Fake celebrity deaths are a dime a dozen these days - people spent hours disbelieving that David Bowie had passed because they're so prevalent on the internet - but back in 1982 they were a rarer thing. That's why People Magazine wrongly reporting that Abe Vigoda, star of the classic sitcom Barney Miller and one of the great supporting actors in The Godfather, had died made such a big splash. And it happened again in 1987, when WWOR in New Jersey prematurely buried the actor. The idea of Abe Vigoda as the alive dead guy was permanently ingrained in the mass consciousness when he became a running bit on Letterman, walking out onstage to tell the host "I'm not dead yet, pinhead!"
Abe Vigoda's non-death was such a thing that AbeVigoda.com sprang up in the early 2000s, a site dedicated solely to tracking the status of Abe Vigoda's existence.

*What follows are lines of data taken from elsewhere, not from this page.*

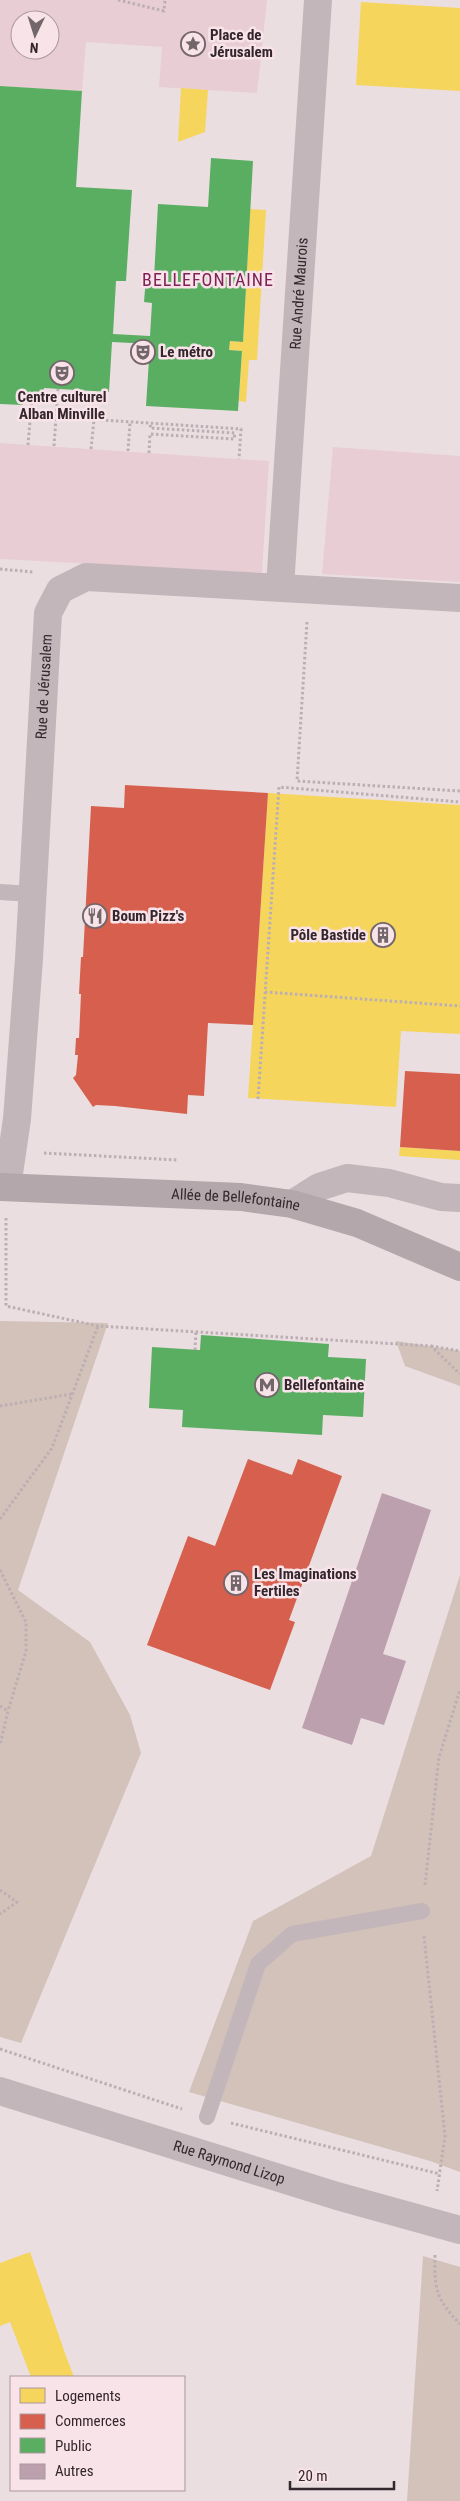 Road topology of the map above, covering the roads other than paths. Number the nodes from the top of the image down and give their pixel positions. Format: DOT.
graph roads {
  1 [pos="318,0"];
  2 [pos="280,587"];
  3 [pos="460,598"];
  4 [pos="0,892"];
  5 [pos="31,894"];
  6 [pos="4,1187"];
  7 [pos="460,1198"];
  8 [pos="292,1204"];
  9 [pos="460,1267"];
  10 [pos="422,1911"];
  11 [pos="0,2091"];
  12 [pos="206,2117"];
  13 [pos="460,2230"];
  1 -- 2 [label="street, Rue André Maurois"];
  2 -- 3 [label="street, Rue de Jérusalem"];
  2 -- 5 [label="street, Rue de Jérusalem"];
  4 -- 5 [label="lane"];
  5 -- 6 [label="street, Rue de Jérusalem"];
  6 -- 8 [label="street, Allée de Bellefontaine"];
  7 -- 8 [label="street"];
  8 -- 9 [label="street, Allée de Bellefontaine"];
  10 -- 12 [label="lane"];
  11 -- 13 [label="street, Rue Raymond Lizop"];
}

Today, fifteen years after it went online, AbeVigoda.com finally changed its status to "Abe Vigoda is alive in our hearts."

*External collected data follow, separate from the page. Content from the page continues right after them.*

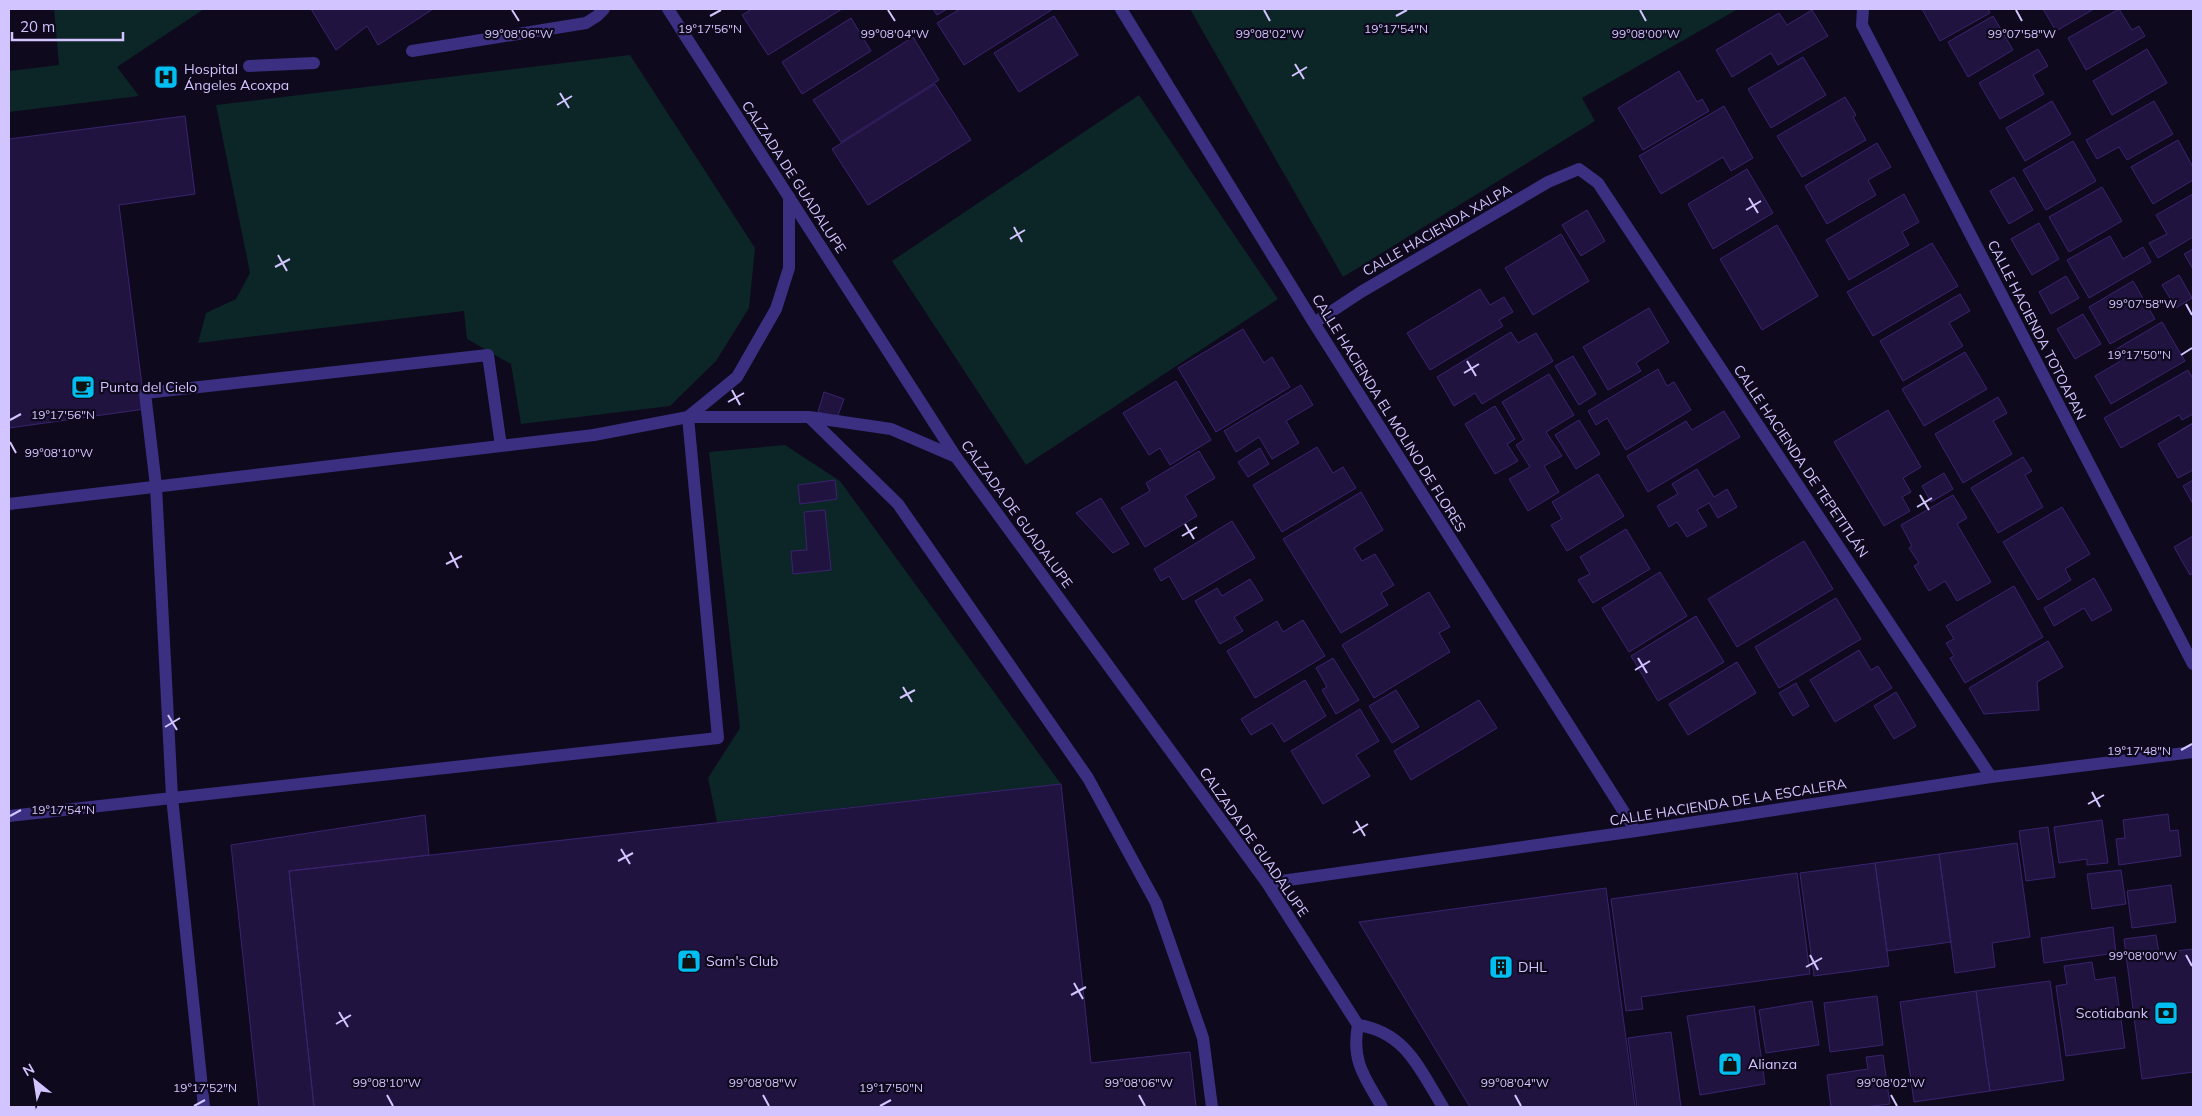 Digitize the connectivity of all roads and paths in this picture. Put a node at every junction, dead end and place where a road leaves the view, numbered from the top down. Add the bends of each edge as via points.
1 (604, 9) edge
2 (668, 9) edge
3 (1121, 9) edge
4 (1863, 9) edge
5 (412, 51) dead end
6 (314, 63) dead end
7 (249, 66) dead end
8 (1579, 170) joint
9 (790, 197) junction
10 (1314, 323) junction
11 (688, 417) junction
12 (809, 417) junction
13 (501, 446) junction
14 (956, 457) junction
15 (156, 486) junction
16 (9, 504) edge
17 (2193, 664) edge
18 (2193, 752) edge
19 (1991, 777) junction
20 (172, 797) junction
21 (9, 816) edge
22 (1636, 831) junction
23 (1268, 883) junction
24 (1358, 1025) junction
25 (204, 1107) edge
26 (1212, 1107) edge
27 (1382, 1107) edge
28 (1444, 1107) edge

1 - 5 street via 586,23
2 - 9 street, CALZADA DE GUADALUPE
3 - 10 street, CALLE HACIENDA EL MOLINO DE FLORES
4 - 17 street, CALLE HACIENDA TOTOAPAN via 1862,25
6 - 7 street
8 - 10 street, CALLE HACIENDA XALPA via 1548,182
8 - 19 street, CALLE HACIENDA DE TEPETITLÁN via 1598,183
9 - 11 street via 789,268 776,309 737,377
9 - 14 street, CALZADA DE GUADALUPE
10 - 22 street, CALLE HACIENDA EL MOLINO DE FLORES
11 - 12 street
11 - 13 street via 594,435
11 - 20 street via 718,738
12 - 14 street via 891,428
12 - 26 street via 898,504 1088,778 1156,903 1204,1038
13 - 15 street
13 - 15 street via 488,355 145,393
14 - 23 street, CALZADA DE GUADALUPE
15 - 16 street
15 - 20 street
18 - 19 street, CALLE HACIENDA DE LA ESCALERA
19 - 22 street, CALLE HACIENDA DE LA ESCALERA
20 - 21 street
20 - 25 street
22 - 23 street, CALLE HACIENDA DE LA ESCALERA
23 - 24 street, CALZADA DE GUADALUPE
24 - 27 street via 1357,1060
24 - 28 street via 1385,1032 1407,1049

Vigoda was 94 when he passed away in his sleep, as good a death as any of us could ask for. And he had a pretty great life - he was married to the love of his life for the entirety of her life. He had a daughter. And he had a great career; as Tessio in The Godfather he delivered one of the great supporting performances of the 70s, and as Fish on Barney Miller (and briefly on the spin-off show Fish) he essayed a hangdog character whose deadpan delivery influenced a generation. Fish was one of the great TV characters, and it's sort of a pity that Barney Miller has been lost to the sands of time for an entire generation.

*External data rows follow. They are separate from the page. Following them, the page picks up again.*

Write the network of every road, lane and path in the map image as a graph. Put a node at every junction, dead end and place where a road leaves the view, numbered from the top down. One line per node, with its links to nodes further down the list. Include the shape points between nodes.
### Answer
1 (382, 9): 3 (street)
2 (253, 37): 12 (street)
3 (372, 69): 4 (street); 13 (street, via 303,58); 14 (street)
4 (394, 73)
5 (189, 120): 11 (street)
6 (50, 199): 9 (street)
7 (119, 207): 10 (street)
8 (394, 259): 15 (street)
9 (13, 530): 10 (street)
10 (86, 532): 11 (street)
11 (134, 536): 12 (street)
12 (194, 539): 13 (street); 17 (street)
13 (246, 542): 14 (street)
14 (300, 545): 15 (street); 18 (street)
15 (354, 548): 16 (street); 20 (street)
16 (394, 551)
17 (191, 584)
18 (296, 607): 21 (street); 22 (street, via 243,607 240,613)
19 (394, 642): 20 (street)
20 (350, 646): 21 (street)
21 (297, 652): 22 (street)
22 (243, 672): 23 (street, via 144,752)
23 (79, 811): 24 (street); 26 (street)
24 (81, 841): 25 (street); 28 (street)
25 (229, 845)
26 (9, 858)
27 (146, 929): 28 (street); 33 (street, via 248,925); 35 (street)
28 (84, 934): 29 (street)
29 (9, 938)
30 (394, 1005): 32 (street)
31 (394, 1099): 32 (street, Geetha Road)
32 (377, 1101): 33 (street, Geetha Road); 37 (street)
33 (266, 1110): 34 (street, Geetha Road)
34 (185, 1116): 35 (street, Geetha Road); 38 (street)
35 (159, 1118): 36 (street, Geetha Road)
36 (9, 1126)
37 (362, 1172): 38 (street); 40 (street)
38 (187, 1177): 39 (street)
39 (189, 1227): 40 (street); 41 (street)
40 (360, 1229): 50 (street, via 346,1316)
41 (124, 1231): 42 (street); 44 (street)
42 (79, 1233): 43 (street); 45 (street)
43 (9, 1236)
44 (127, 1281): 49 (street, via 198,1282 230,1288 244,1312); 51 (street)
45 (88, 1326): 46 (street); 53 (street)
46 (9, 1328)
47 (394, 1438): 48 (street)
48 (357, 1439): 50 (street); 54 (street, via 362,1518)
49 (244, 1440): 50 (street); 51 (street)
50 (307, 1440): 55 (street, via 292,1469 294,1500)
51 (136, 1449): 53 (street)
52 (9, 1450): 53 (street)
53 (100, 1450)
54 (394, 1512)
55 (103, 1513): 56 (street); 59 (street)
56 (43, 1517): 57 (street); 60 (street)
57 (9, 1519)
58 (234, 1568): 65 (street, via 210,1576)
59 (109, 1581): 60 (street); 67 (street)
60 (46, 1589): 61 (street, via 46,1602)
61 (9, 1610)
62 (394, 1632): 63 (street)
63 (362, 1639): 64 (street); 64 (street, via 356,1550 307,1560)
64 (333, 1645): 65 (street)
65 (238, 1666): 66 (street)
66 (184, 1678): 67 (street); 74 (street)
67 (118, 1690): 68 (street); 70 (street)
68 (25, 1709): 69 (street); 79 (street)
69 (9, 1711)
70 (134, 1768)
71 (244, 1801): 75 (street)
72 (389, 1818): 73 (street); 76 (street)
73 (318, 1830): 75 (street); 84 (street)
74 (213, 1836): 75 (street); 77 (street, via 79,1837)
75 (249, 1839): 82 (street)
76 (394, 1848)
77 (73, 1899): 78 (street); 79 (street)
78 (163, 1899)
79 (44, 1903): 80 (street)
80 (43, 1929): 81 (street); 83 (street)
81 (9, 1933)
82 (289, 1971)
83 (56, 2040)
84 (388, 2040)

Vigoda had a great sense of humor - not only did he do Letterman and Conan bits all the time, he showed up in a wombat costume at a Phish show in 2013, grooving with the Abe Vigoda Dancers. He was such a cool guy.
Don't cry for Abe Vigoda but rather be happy that we had such a fun, great actor in our midst, one who was so game to lean into the pop culture silliness surrounding him. So long, Abe, and thanks for all the Fish.